The following argument is not completely rigorous $\displaystyle \int_0^{\pi/2} \log(\sin(x)) dx = - \dfrac{\pi}2 \log 2$ but I think it can be made rigorous.

From integration by parts/ other techniques, we have that $$\int_0^{\pi/2} \sin^{2k}(x) dx = \frac{2k-1}{2k}\frac{2k-3}{2k-2} \cdots \frac{1}{2} \frac{\pi}{2} = \dfrac{(2k)!}{4^k (k!)^2} \dfrac{\pi}2 = \dfrac{\Gamma(2k+1)}{4^k \Gamma^2(k+1)} \dfrac{\pi}2$$

Hence, a possible analytic extension to $\displaystyle \int_0^{\pi/2} \sin^{2z}(x) dx $ is $\dfrac{\Gamma(2z+1)}{4^z \Gamma^2(z+1)} \dfrac{\pi}2$.

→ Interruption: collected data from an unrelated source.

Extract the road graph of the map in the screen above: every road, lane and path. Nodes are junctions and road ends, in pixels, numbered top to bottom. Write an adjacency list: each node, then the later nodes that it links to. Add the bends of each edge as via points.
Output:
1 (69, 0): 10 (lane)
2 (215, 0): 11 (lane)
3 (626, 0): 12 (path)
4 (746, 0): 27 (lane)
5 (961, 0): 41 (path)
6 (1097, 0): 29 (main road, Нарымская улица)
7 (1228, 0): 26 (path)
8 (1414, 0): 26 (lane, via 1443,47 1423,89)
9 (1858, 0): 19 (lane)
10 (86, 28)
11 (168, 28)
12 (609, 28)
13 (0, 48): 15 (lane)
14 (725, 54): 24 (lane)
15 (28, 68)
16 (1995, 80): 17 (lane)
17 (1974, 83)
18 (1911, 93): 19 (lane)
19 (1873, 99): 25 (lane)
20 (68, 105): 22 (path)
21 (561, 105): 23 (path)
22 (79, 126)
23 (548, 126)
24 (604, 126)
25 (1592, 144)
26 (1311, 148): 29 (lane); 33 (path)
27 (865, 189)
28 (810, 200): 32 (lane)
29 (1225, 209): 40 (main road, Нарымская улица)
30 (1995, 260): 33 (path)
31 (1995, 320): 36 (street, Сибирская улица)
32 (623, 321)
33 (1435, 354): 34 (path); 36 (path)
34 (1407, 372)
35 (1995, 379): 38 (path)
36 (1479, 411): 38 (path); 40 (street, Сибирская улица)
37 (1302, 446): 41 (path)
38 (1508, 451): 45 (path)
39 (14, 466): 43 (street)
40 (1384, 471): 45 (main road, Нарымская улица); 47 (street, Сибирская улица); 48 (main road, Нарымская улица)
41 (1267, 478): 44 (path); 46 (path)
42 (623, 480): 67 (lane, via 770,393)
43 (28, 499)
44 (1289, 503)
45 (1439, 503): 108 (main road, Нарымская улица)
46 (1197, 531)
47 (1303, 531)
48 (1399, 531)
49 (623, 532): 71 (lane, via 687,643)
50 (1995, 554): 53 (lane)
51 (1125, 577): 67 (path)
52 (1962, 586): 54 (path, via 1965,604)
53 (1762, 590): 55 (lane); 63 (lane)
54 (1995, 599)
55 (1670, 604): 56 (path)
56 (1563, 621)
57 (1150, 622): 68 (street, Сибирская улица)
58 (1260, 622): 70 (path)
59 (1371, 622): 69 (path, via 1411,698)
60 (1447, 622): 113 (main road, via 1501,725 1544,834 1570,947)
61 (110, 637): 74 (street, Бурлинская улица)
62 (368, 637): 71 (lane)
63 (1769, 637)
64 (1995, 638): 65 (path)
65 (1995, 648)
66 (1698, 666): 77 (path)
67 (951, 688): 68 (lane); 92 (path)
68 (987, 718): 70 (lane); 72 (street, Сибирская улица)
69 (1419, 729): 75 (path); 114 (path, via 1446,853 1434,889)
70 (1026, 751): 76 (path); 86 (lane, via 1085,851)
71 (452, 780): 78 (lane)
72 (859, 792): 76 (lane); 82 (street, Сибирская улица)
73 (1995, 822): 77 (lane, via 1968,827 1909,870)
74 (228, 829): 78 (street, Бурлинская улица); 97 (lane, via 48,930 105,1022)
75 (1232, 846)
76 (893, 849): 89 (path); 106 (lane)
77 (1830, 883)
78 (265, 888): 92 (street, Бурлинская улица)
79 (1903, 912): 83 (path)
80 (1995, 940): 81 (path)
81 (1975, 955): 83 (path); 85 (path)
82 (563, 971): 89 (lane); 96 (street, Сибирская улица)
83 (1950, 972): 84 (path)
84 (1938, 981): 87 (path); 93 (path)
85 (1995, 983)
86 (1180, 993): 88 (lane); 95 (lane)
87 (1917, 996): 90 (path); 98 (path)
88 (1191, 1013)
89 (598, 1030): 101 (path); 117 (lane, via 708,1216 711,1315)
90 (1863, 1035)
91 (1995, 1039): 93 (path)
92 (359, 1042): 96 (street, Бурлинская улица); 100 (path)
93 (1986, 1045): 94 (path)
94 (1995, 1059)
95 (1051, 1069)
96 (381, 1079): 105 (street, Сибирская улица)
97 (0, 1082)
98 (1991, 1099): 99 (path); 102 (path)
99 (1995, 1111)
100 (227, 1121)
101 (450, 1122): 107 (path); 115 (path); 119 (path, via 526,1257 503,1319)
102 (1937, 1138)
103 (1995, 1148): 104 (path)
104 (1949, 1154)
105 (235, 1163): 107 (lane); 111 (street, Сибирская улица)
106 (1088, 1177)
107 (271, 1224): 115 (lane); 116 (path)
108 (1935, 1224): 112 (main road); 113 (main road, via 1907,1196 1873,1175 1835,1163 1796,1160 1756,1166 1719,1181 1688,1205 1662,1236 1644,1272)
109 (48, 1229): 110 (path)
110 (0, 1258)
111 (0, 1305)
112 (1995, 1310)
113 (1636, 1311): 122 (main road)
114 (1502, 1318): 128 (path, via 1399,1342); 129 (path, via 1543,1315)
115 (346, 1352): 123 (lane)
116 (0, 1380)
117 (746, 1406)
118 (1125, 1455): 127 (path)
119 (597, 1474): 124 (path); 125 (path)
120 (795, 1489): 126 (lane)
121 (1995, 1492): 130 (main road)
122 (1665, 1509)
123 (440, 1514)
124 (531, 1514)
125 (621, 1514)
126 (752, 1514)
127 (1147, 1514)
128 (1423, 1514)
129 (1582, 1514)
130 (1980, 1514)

Now differentiate both sides with respect to $z$, and set $z=0$, to get $$2 \int_0^{\pi/2} \log(\sin(x)) = -\dfrac{\pi}2 \log(4)$$ Hence, we get that $$\int_0^{\pi/2} \log(\sin(x)) dx = -\dfrac{\pi}2 \log(2)$$ This also provides you a way to evaluate $\displaystyle \int_0^{\pi/2} \sin^{n}(x) \log(\sin(x)) dx$.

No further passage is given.